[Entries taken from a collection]
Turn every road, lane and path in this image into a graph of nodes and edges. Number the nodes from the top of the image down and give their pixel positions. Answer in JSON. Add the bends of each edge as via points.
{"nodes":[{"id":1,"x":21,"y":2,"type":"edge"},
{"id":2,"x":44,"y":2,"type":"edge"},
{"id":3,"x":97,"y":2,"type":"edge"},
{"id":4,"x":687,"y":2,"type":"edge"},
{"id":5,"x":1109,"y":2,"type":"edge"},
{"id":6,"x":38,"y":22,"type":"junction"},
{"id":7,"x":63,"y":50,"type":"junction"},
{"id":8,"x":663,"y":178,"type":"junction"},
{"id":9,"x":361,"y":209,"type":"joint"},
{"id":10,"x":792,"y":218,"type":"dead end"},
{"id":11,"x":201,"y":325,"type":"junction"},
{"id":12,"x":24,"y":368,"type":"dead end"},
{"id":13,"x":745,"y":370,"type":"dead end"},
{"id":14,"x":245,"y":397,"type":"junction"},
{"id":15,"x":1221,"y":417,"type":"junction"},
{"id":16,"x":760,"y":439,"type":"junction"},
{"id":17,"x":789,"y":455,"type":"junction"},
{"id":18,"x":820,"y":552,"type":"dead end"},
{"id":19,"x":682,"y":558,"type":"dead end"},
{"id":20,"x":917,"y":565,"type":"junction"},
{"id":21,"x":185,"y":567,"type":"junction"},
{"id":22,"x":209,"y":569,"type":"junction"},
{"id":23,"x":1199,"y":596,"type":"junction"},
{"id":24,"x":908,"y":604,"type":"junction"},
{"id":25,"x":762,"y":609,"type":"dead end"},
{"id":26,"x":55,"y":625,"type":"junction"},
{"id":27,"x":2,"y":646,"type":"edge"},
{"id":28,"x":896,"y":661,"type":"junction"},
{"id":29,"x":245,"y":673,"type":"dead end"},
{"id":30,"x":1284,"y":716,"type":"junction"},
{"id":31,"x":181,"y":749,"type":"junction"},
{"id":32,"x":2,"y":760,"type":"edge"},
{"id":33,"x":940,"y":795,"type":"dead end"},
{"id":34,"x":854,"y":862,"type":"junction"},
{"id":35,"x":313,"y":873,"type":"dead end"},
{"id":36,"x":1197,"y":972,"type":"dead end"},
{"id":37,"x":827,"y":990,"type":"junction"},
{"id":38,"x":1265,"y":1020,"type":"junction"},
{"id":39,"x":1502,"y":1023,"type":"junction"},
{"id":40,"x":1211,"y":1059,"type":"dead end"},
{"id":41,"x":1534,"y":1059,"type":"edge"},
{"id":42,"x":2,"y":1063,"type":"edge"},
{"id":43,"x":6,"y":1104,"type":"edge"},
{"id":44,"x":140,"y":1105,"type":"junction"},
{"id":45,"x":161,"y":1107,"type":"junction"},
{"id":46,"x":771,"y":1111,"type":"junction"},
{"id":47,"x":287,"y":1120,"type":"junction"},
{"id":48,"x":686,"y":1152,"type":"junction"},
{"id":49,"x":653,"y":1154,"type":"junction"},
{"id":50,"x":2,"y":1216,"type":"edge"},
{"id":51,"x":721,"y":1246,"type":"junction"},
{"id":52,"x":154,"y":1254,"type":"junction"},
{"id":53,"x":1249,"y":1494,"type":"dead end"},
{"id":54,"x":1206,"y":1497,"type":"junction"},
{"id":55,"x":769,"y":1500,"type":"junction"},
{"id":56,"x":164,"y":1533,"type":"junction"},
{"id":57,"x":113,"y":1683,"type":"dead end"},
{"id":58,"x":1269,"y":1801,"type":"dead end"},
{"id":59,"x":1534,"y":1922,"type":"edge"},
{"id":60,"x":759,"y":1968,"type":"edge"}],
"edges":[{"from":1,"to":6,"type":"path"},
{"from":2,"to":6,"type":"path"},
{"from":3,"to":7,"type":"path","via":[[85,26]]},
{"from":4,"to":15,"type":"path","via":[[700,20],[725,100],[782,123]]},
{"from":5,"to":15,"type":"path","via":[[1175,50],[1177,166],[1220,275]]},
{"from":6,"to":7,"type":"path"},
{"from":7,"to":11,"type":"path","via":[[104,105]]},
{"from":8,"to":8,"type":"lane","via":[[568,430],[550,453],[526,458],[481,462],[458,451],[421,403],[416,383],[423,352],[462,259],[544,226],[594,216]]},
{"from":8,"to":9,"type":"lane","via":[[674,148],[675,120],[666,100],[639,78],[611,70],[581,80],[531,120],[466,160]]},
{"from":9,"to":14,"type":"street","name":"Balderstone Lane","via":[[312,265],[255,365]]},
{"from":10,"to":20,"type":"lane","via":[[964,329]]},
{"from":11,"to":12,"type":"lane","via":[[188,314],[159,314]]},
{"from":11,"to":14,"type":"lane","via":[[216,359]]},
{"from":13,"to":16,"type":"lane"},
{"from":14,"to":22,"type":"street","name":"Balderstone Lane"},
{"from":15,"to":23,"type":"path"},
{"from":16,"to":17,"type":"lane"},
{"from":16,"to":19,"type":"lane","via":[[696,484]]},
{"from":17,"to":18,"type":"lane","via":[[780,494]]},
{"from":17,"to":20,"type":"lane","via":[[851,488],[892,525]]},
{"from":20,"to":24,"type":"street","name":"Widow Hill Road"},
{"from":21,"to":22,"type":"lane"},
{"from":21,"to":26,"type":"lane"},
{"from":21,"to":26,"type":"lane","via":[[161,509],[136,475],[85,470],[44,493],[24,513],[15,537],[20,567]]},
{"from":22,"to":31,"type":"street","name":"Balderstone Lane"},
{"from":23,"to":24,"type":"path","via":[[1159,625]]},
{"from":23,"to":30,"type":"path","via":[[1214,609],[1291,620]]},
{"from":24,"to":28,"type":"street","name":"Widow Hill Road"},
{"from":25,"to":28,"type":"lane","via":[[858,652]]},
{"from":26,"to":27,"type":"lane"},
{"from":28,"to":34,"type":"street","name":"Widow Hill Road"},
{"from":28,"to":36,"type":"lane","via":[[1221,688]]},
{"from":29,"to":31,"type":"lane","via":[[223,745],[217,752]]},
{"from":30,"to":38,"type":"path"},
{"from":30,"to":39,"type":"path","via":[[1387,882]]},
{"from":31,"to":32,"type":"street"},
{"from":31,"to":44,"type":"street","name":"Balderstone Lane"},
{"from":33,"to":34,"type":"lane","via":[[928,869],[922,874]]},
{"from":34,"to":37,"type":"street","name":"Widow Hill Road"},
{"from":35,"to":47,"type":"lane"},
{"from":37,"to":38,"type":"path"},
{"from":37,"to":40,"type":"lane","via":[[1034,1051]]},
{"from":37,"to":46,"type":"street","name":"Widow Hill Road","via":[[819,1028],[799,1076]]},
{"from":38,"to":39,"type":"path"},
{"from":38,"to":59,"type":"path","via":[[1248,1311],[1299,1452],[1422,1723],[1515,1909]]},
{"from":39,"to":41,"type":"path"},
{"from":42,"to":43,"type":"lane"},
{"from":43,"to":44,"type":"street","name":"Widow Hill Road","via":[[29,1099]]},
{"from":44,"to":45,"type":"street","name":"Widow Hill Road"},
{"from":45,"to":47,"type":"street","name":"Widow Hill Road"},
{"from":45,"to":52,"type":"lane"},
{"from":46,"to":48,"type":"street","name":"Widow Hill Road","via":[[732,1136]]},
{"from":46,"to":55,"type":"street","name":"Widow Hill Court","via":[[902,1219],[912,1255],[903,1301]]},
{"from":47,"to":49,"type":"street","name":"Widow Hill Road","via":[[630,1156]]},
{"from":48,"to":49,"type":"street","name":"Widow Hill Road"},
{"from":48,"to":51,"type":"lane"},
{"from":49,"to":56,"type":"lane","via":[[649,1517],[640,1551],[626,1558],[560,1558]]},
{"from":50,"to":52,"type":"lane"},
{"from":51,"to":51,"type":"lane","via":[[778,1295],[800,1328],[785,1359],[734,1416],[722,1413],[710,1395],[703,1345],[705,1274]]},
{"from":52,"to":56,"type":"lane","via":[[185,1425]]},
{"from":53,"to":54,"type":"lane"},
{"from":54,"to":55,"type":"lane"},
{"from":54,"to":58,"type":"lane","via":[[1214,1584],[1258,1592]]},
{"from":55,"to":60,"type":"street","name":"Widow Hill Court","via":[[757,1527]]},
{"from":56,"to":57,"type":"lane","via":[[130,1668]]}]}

● **THE TASK**: Each line above that contains the string "edges" should be identified and copied.

● **ANSWER BELOW**:
Turn every road, lane and path in this image into a graph of nodes and edges. Number the nodes from the top of the image down and give their pixel positions. Answer in JSON. Add the bends of each edge as via points.
"edges":[{"from":1,"to":6,"type":"path"},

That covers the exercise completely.